[EXERCISE DIRECTIONS] Nothing but the records, transcribed verbatim and stripped of images, should appear in the answer.

[RECORDS FOR PROCESSING]
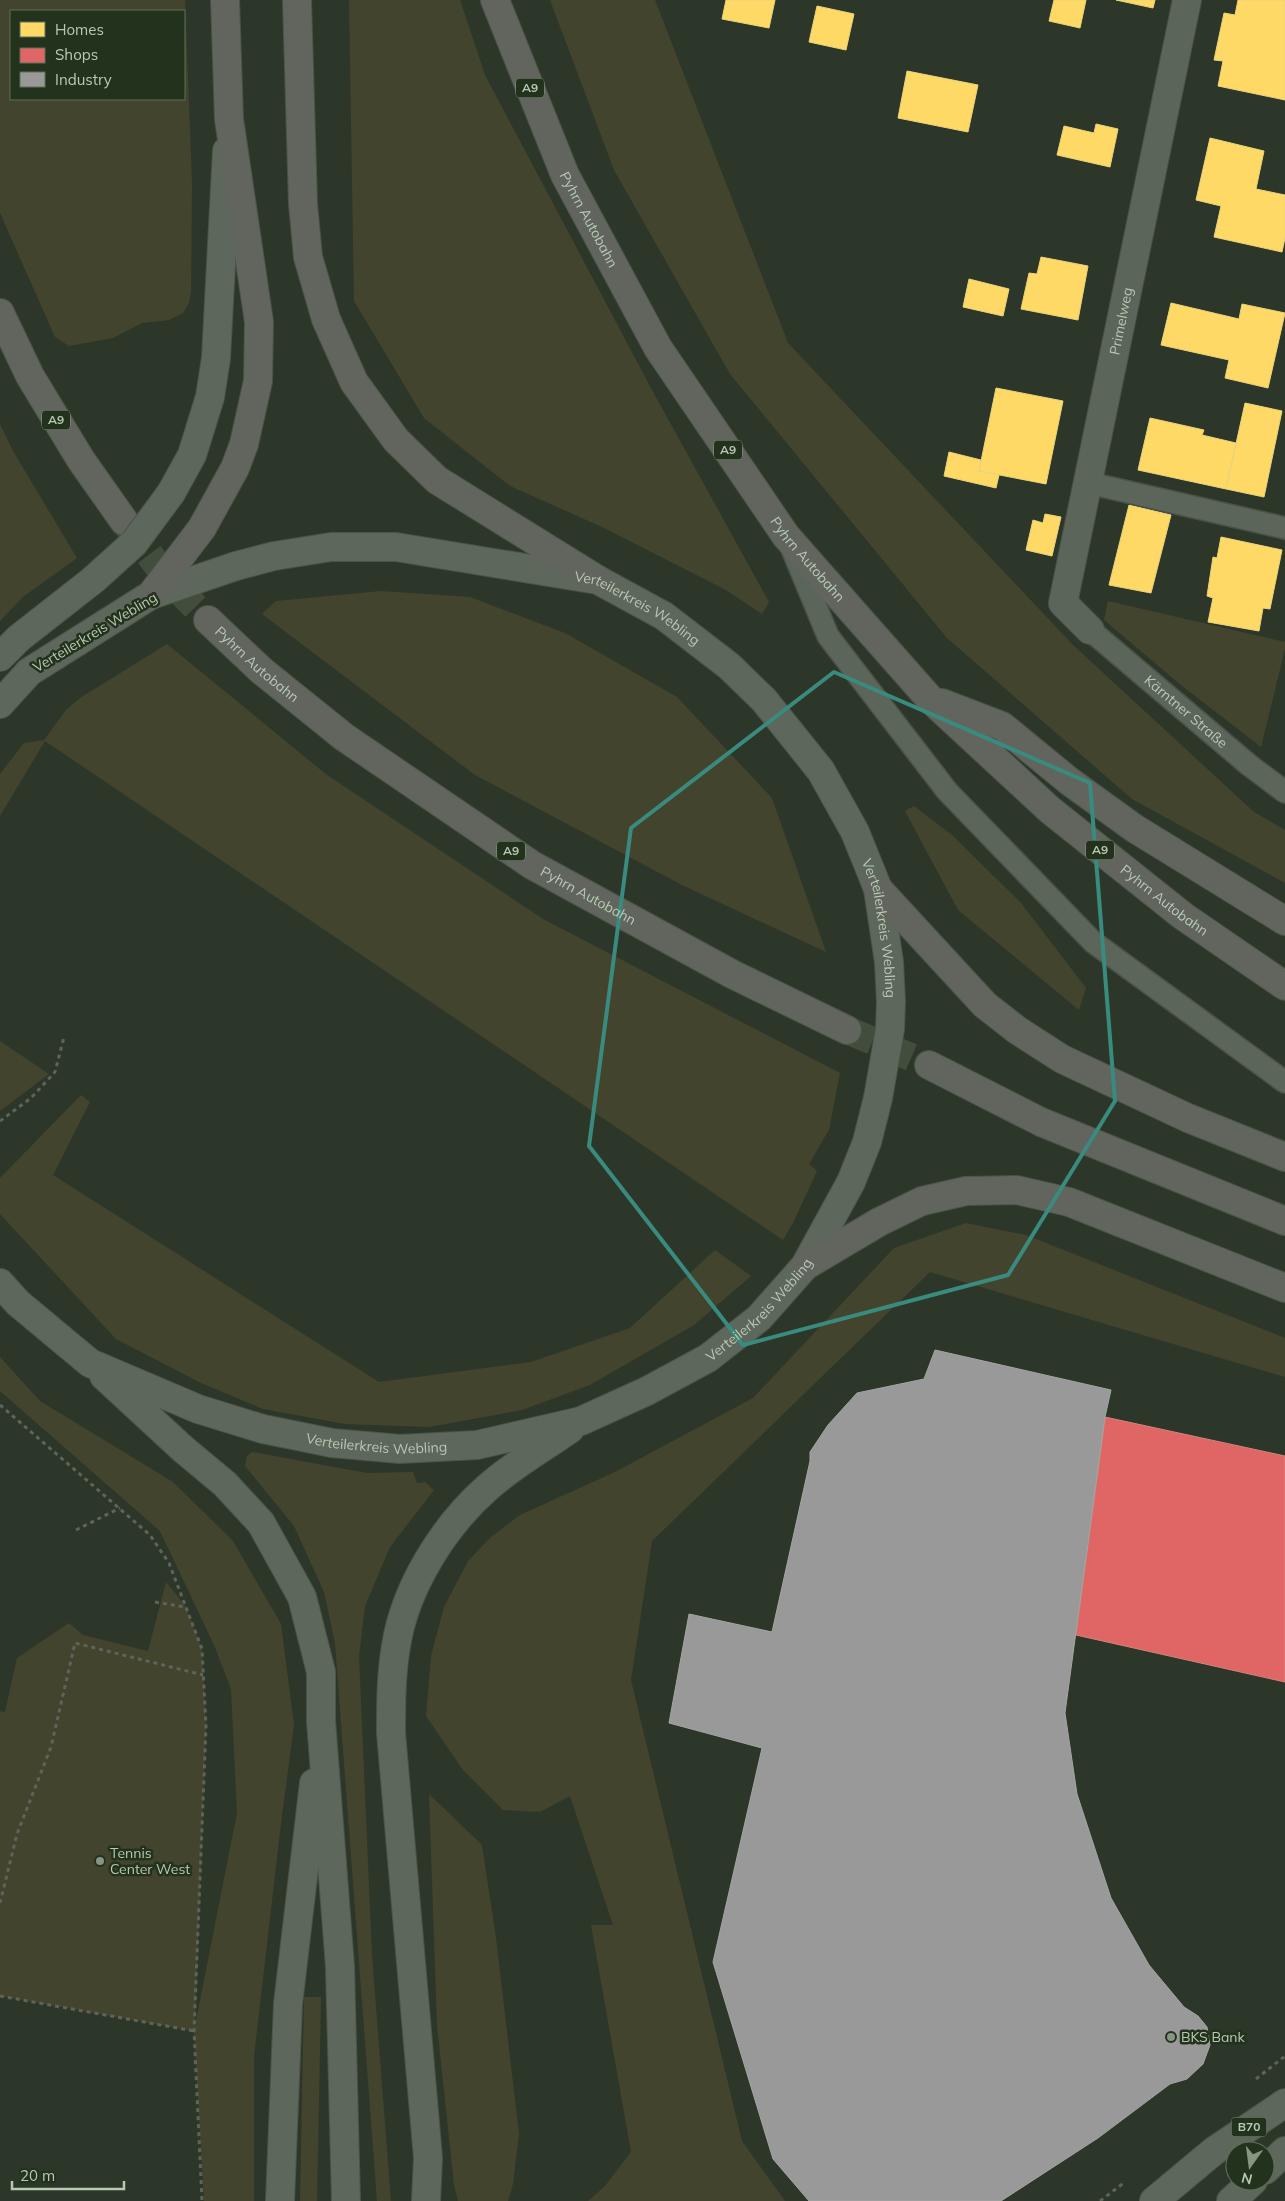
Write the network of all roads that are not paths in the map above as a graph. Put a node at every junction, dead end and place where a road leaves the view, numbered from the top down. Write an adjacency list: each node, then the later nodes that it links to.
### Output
1 (225, 0): 5 (highway)
2 (298, 0): 11 (highway)
3 (495, 0): 10 (highway, Pyhrn Autobahn / A9)
4 (1188, 0): 7 (street, Primelweg)
5 (229, 119): 12 (highway, bridge); 15 (main road, bridge)
6 (0, 313): 8 (highway, A9)
7 (1089, 483): 9 (lane); 14 (street, Primelweg)
8 (124, 521)
9 (1285, 528)
10 (786, 536): 16 (highway, Pyhrn Autobahn / A9); 24 (lane)
11 (598, 580): 12 (main road, Verteilerkreis Webling, bridge); 19 (main road, Verteilerkreis Webling)
12 (151, 594): 17 (main road, Verteilerkreis Webling)
13 (208, 620): 22 (highway, Pyhrn Autobahn / A9)
14 (1090, 630): 18 (lane, Kärntner Straße)
15 (0, 657)
16 (929, 698): 20 (highway); 21 (highway, Pyhrn Autobahn / A9)
17 (0, 704)
18 (1285, 792)
19 (878, 889): 25 (highway); 27 (main road, Verteilerkreis Webling, bridge)
20 (1285, 921)
21 (1285, 986)
22 (847, 1030)
23 (929, 1065): 26 (highway)
24 (1285, 1082)
25 (1285, 1157)
26 (1285, 1221)
27 (804, 1266): 29 (highway); 31 (main road, Verteilerkreis Webling)
28 (0, 1284): 30 (main road, Verteilerkreis Webling)
29 (1285, 1288)
30 (90, 1363): 31 (main road, Verteilerkreis Webling); 32 (main road)
31 (581, 1421): 35 (main road)
32 (321, 1722): 39 (main road); 40 (main road)
33 (1285, 2103): 37 (main road, B70)
34 (1285, 2151): 36 (main road)
35 (428, 2158): 41 (main road); 42 (main road)
36 (1275, 2160)
37 (1180, 2178): 43 (main road); 44 (main road, B70)
38 (1242, 2191): 45 (main road)
39 (280, 2201)
40 (346, 2201)
41 (426, 2201)
42 (439, 2201)
43 (1143, 2201)
44 (1154, 2201)
45 (1231, 2201)

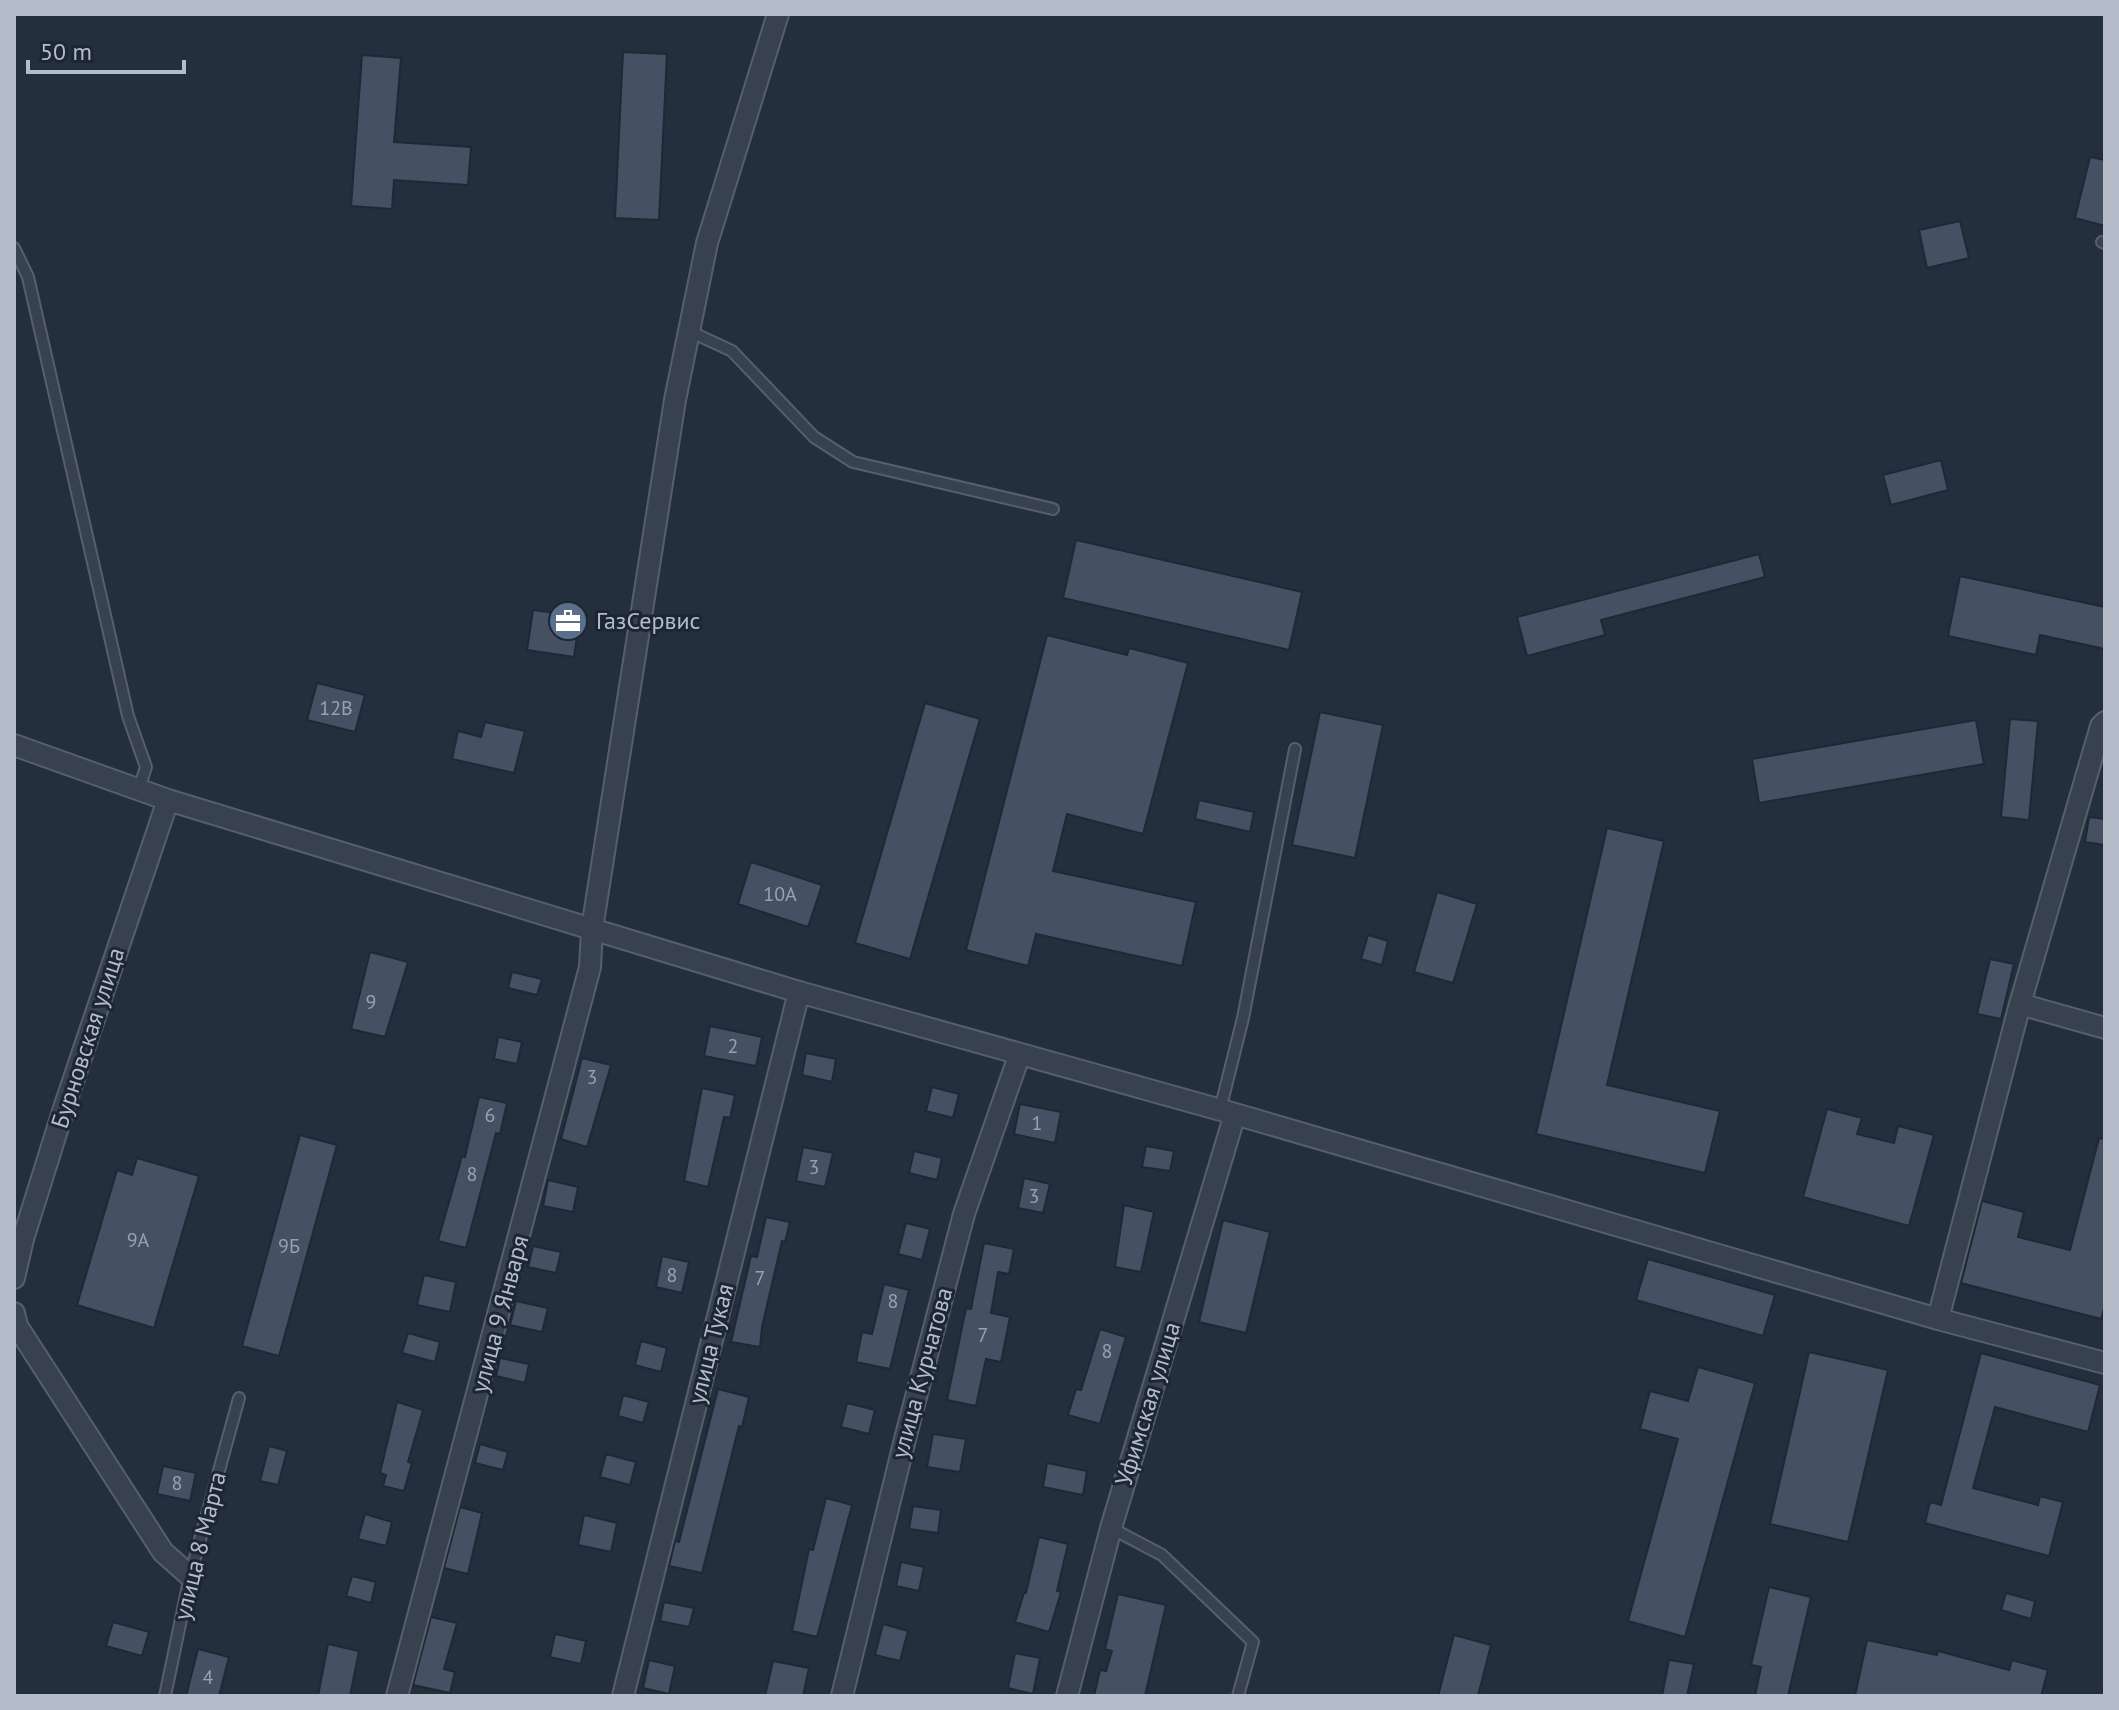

[COMPLETED TASK]
Write the network of all roads that are not paths in the map above as a graph. Put a node at every junction, dead end and place where a road leaves the view, numbered from the top down. Write an adjacency list: each node, then the later nodes that it links to.
### Output
1 (225, 0): 5 (highway)
2 (298, 0): 11 (highway)
3 (495, 0): 10 (highway, Pyhrn Autobahn / A9)
4 (1188, 0): 7 (street, Primelweg)
5 (229, 119): 12 (highway, bridge); 15 (main road, bridge)
6 (0, 313): 8 (highway, A9)
7 (1089, 483): 9 (lane); 14 (street, Primelweg)
8 (124, 521)
9 (1285, 528)
10 (786, 536): 16 (highway, Pyhrn Autobahn / A9); 24 (lane)
11 (598, 580): 12 (main road, Verteilerkreis Webling, bridge); 19 (main road, Verteilerkreis Webling)
12 (151, 594): 17 (main road, Verteilerkreis Webling)
13 (208, 620): 22 (highway, Pyhrn Autobahn / A9)
14 (1090, 630): 18 (lane, Kärntner Straße)
15 (0, 657)
16 (929, 698): 20 (highway); 21 (highway, Pyhrn Autobahn / A9)
17 (0, 704)
18 (1285, 792)
19 (878, 889): 25 (highway); 27 (main road, Verteilerkreis Webling, bridge)
20 (1285, 921)
21 (1285, 986)
22 (847, 1030)
23 (929, 1065): 26 (highway)
24 (1285, 1082)
25 (1285, 1157)
26 (1285, 1221)
27 (804, 1266): 29 (highway); 31 (main road, Verteilerkreis Webling)
28 (0, 1284): 30 (main road, Verteilerkreis Webling)
29 (1285, 1288)
30 (90, 1363): 31 (main road, Verteilerkreis Webling); 32 (main road)
31 (581, 1421): 35 (main road)
32 (321, 1722): 39 (main road); 40 (main road)
33 (1285, 2103): 37 (main road, B70)
34 (1285, 2151): 36 (main road)
35 (428, 2158): 41 (main road); 42 (main road)
36 (1275, 2160)
37 (1180, 2178): 43 (main road); 44 (main road, B70)
38 (1242, 2191): 45 (main road)
39 (280, 2201)
40 (346, 2201)
41 (426, 2201)
42 (439, 2201)
43 (1143, 2201)
44 (1154, 2201)
45 (1231, 2201)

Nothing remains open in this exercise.